Problem to solve: Among these entries, how many lines contain "Cedros"? Say the number and nothing else.

Supplied entries:
#####

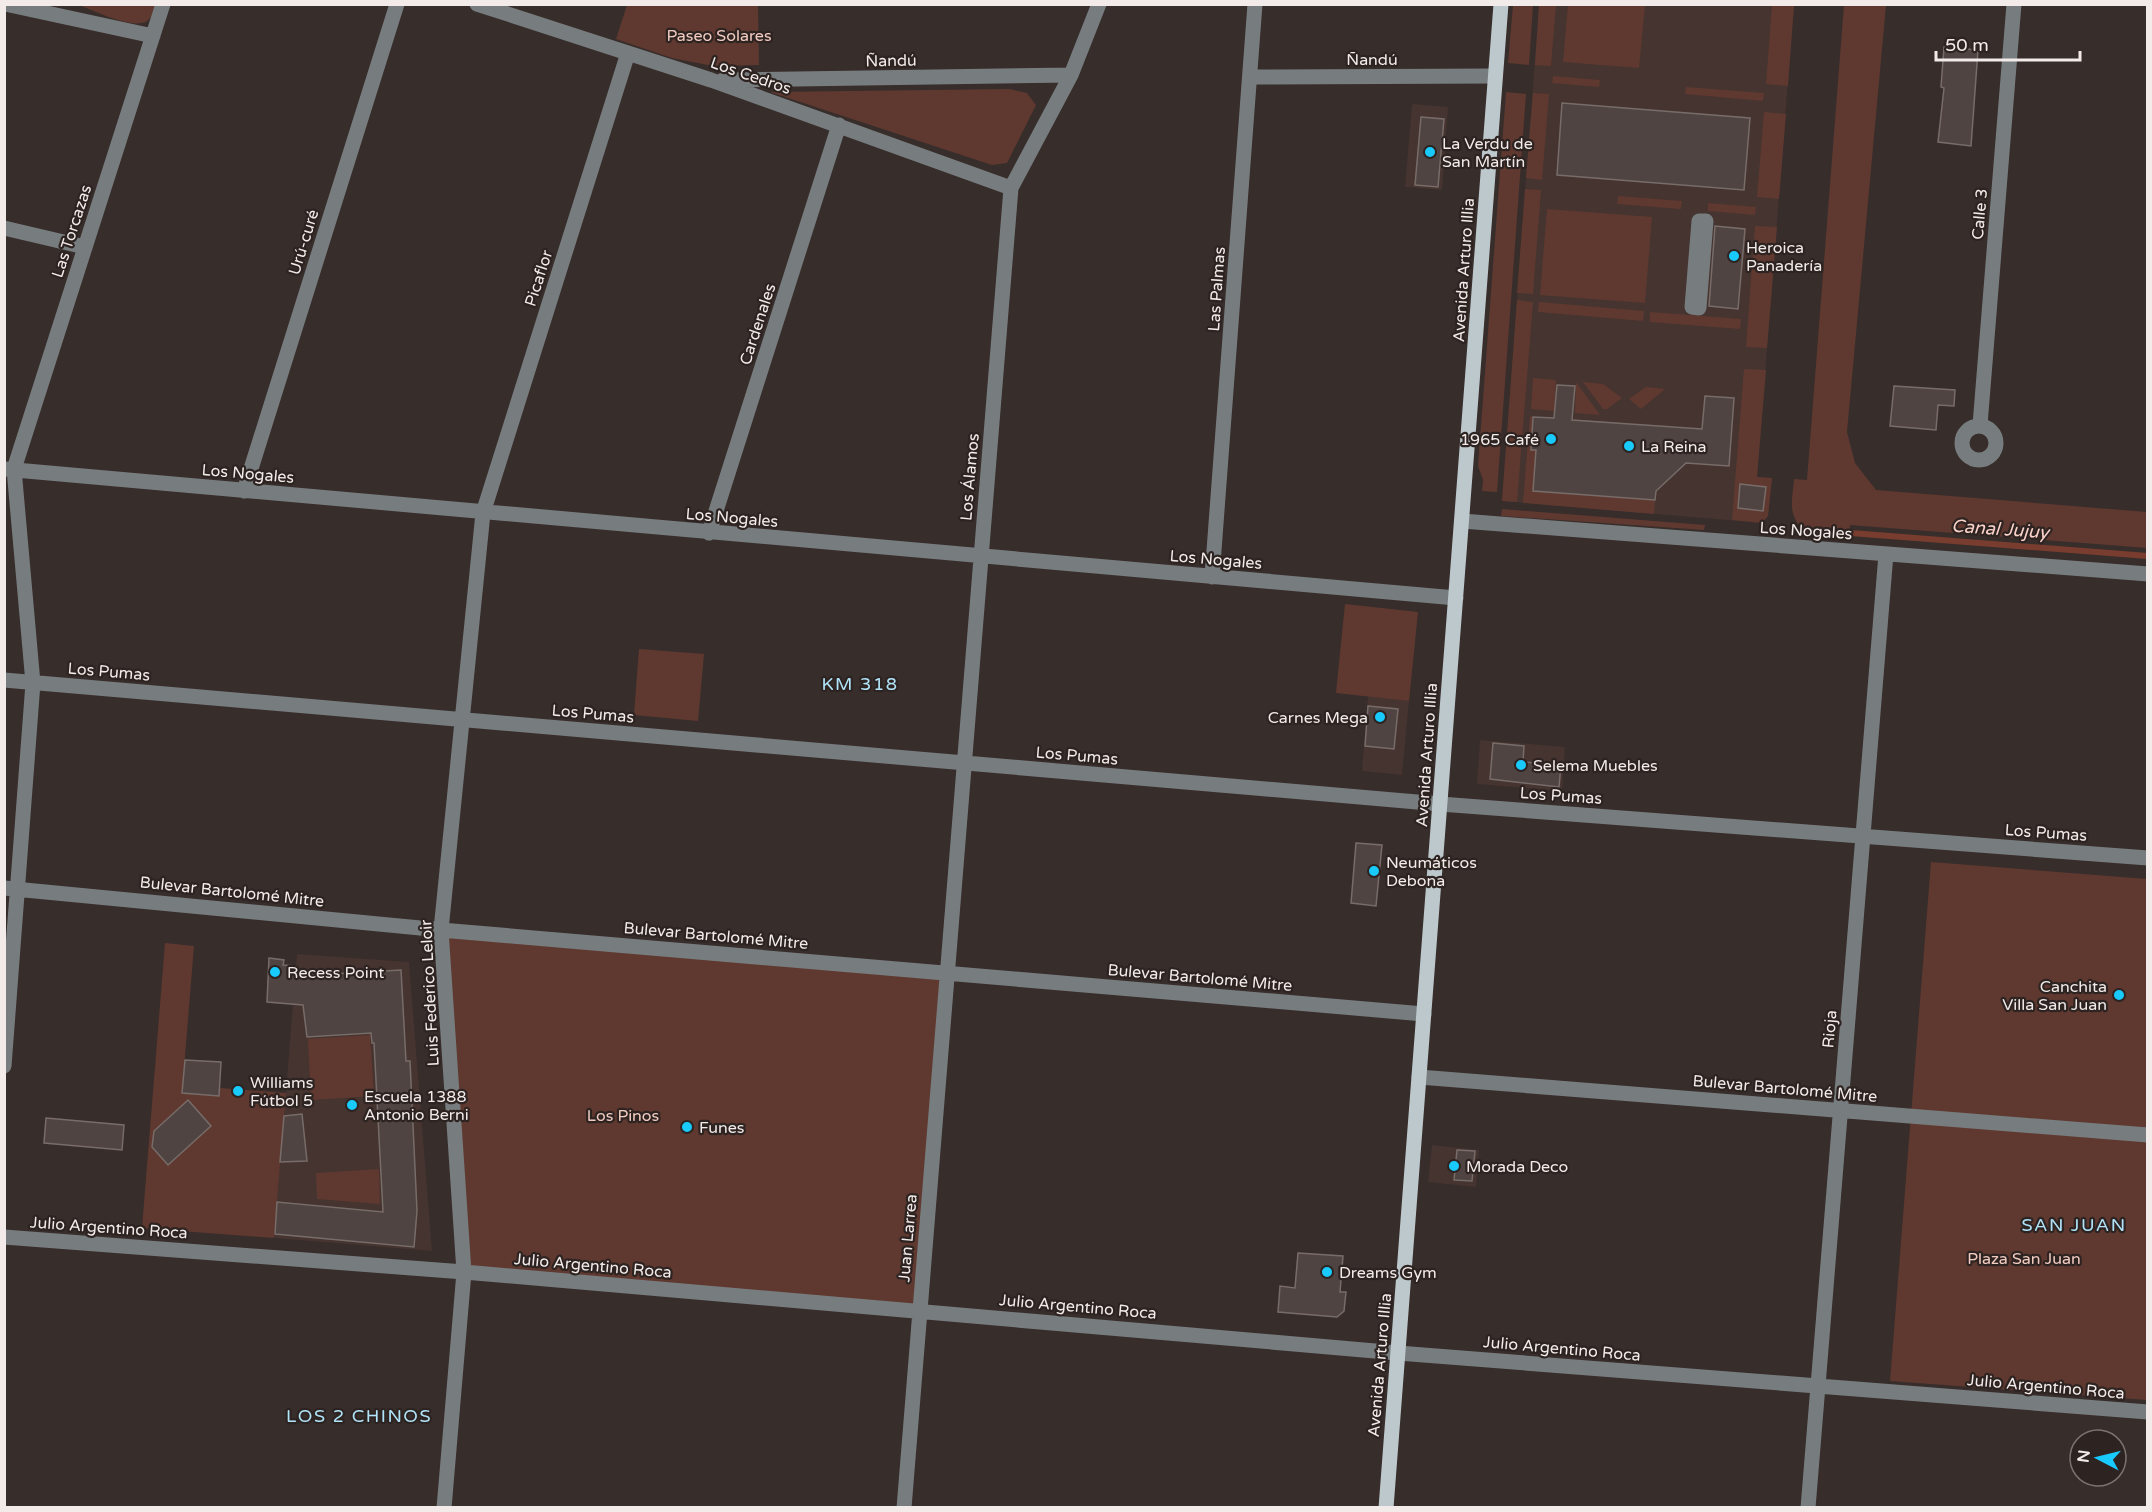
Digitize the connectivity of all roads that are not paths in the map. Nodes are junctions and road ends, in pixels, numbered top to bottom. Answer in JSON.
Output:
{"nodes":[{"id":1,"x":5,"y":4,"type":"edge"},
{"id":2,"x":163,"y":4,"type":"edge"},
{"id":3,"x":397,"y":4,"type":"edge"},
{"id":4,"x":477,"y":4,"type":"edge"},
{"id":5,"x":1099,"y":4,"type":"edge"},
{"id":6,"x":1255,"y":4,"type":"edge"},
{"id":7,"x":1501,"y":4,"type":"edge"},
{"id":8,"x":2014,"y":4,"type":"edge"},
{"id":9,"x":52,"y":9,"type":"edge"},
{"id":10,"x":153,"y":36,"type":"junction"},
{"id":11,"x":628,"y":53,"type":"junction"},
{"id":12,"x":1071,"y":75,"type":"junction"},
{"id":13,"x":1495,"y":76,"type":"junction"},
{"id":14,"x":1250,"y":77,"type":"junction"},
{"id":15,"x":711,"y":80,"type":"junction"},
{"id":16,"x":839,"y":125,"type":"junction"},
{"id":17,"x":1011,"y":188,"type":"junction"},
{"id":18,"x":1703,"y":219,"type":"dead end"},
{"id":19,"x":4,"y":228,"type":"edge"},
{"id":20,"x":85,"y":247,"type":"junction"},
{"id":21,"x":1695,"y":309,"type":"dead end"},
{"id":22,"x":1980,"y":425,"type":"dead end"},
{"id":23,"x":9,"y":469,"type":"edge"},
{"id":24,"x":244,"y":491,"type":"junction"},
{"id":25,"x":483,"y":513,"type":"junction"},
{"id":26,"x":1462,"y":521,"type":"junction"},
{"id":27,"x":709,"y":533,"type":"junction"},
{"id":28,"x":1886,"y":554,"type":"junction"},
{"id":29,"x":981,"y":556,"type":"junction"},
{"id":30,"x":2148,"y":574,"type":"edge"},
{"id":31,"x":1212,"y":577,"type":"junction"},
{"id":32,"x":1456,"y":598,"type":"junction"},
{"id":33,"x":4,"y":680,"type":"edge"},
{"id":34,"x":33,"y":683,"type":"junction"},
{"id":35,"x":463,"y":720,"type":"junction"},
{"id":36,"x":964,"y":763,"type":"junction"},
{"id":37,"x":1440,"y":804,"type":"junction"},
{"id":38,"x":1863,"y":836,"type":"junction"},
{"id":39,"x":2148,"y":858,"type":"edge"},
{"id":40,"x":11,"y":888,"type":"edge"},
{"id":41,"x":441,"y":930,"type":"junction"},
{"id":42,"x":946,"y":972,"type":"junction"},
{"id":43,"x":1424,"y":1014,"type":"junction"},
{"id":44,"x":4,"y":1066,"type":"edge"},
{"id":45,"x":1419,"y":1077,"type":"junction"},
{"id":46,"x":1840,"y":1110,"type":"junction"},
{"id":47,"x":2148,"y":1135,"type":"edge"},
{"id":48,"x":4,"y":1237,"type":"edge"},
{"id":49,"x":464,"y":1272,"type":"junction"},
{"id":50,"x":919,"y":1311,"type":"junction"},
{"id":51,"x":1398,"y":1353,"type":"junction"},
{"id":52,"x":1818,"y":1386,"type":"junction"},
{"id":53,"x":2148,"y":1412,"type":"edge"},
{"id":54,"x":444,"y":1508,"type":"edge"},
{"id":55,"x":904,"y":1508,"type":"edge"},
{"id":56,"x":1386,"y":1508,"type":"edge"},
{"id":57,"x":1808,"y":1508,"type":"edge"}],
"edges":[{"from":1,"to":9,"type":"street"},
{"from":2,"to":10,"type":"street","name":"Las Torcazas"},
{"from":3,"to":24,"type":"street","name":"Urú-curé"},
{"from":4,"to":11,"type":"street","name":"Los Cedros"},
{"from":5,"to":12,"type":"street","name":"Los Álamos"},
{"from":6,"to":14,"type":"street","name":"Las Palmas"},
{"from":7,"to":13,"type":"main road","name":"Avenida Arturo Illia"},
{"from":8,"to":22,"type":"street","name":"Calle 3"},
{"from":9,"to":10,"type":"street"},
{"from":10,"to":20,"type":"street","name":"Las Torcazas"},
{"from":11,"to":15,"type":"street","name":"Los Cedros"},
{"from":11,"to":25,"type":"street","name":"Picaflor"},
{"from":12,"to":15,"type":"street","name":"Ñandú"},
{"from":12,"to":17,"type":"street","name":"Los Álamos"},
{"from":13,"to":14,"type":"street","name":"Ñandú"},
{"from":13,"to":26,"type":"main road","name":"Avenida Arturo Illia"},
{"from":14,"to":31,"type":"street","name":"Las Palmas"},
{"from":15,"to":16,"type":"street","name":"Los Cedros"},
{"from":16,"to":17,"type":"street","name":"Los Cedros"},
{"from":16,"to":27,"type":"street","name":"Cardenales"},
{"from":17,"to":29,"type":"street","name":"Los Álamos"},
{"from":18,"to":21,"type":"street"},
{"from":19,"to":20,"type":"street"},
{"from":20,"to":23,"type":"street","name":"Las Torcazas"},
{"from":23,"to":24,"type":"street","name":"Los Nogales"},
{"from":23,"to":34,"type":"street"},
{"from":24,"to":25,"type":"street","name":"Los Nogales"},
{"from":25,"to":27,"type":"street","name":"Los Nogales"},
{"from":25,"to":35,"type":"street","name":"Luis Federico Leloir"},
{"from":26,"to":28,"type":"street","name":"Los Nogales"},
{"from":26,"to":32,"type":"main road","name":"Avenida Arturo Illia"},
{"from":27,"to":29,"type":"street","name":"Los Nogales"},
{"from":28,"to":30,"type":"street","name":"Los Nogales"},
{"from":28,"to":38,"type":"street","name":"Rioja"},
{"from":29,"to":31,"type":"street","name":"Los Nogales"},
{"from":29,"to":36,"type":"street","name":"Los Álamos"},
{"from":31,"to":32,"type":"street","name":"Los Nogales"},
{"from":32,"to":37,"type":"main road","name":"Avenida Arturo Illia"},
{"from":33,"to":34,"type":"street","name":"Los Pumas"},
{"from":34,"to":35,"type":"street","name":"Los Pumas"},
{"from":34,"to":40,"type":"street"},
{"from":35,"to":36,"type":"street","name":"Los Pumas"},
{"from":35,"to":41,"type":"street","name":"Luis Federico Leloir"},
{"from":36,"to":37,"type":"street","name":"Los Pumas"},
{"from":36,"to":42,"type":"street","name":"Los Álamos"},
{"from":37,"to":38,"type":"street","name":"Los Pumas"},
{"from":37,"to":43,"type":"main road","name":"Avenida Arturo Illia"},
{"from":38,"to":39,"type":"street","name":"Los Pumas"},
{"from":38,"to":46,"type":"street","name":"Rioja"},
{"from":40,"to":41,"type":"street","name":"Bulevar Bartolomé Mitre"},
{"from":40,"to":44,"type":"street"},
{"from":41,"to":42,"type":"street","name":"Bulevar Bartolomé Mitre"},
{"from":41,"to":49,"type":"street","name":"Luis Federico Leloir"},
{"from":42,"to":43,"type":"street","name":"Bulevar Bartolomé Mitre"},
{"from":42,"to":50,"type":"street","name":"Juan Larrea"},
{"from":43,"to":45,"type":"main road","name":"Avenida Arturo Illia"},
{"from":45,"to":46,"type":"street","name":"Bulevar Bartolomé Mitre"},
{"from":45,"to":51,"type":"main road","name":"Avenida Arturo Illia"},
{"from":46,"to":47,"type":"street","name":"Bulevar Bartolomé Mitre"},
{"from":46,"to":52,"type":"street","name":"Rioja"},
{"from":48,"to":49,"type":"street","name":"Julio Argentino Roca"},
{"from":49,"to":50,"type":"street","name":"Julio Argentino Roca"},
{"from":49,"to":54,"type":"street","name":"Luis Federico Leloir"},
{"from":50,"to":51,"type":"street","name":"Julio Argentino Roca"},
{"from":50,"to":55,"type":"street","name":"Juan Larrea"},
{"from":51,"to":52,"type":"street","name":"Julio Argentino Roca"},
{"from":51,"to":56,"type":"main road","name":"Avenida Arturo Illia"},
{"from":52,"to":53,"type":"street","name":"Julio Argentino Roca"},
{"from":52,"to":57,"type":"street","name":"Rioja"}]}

#####

Answer for this exercise: 4